President Trump has directed $500 million from the Defense Production Act to prop up the US coal industry. The initiative, announced this week, aims to shore up domestic coal production — a sector that has been in steady decline for years. Supporters say it could give the grid a short-term reliability boost, but critics warn of mounting environmental and economic costs down the road.
Why the Defense Production Act?
The Defense Production Act, originally a Cold War tool to ensure the military could get critical materials, gives the president broad authority to steer industrial output. Using it for coal is unusual — the law is more often invoked for things like semiconductor manufacturing or pandemic supplies. Here, the administration is betting that federal cash can slow the plant closures and mine shutdowns that have accelerated as natural gas and renewables eat coal's market share.

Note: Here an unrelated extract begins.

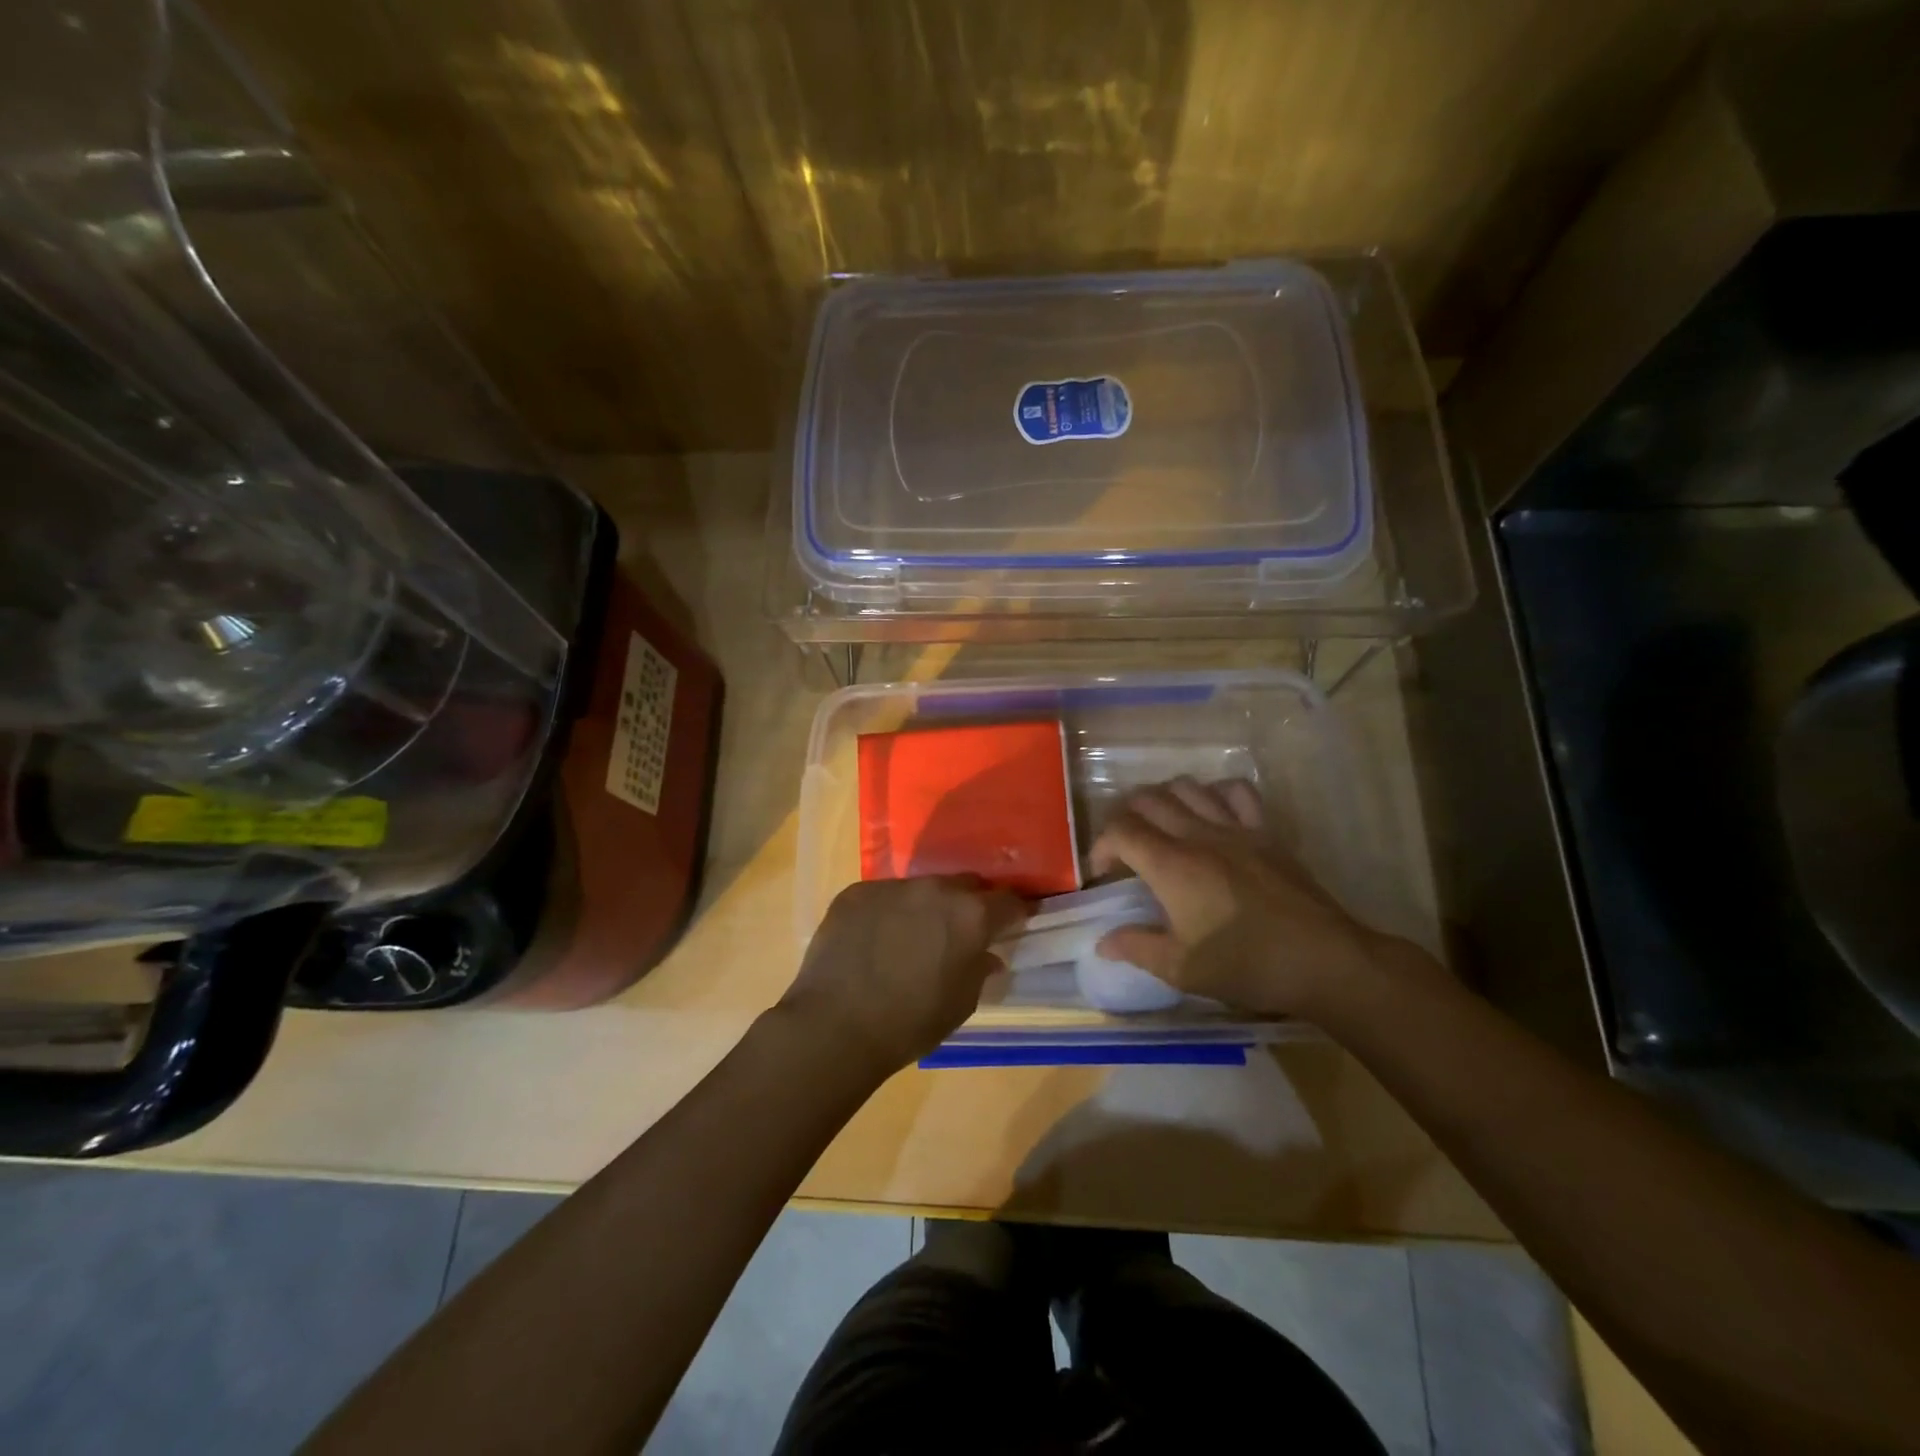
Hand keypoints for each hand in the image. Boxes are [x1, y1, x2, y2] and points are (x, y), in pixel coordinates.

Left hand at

The money targets what the White House calls “essential baseload power.” Coal plants run around the clock, unlike solar or wind, and the argument is that keeping them online prevents blackouts during extreme weather or fuel-supply disruptions. But the industry has already lost the cost war: new solar and wind are cheaper than running most existing coal plants, and battery storage is closing the reliability gap.
The short-term reliability promise
Grid operators have warned that retiring coal units too fast could leave some regions short of dispatchable power, especially on cold winter nights or during summer heat waves. The $500 million infusion could keep several plants running for an extra few years, delaying local capacity crunches. That’s the argument the administration leans on: reliability now, even if the economics don't pencil out.
But reliability is a relative term. The coal fleet is aging. Many units already run at low capacity factors, and keeping them open requires expensive maintenance, pollution controls, and fuel supply chains that are themselves shrinking. The DPA money doesn't fix long-term viability — it just buys time.
Long-term environmental and economic risks
Coal is the most carbon-intensive power source, and burning it emits not just CO₂ but also particulate matter, sulfur dioxide, and mercury. Environmental groups will likely challenge the use of taxpayer dollars to prolong operations of plants that would otherwise retire. There’s also the economic risk: every dollar spent shoring up coal is a dollar not spent on cheaper, cleaner alternatives — or on modernizing the grid itself.
Utility companies have been moving away from coal for years. The cost of new solar and wind has fallen by roughly 80% over the last decade, while coal plant operating costs have risen. Even without federal intervention, market forces were pushing coal toward extinction. The DPA money could slow that transition, but it won't reverse it.
One unresolved question is how the Department of Energy will select which plants or mines get the money. The facts don't name a specific facility or company, so the process remains unclear. What is clear: $500 million won't remake the US power sector. It might keep a few coal units running through the next polar vortex or heat wave. After that, the same economics — and the same emissions — will still be there.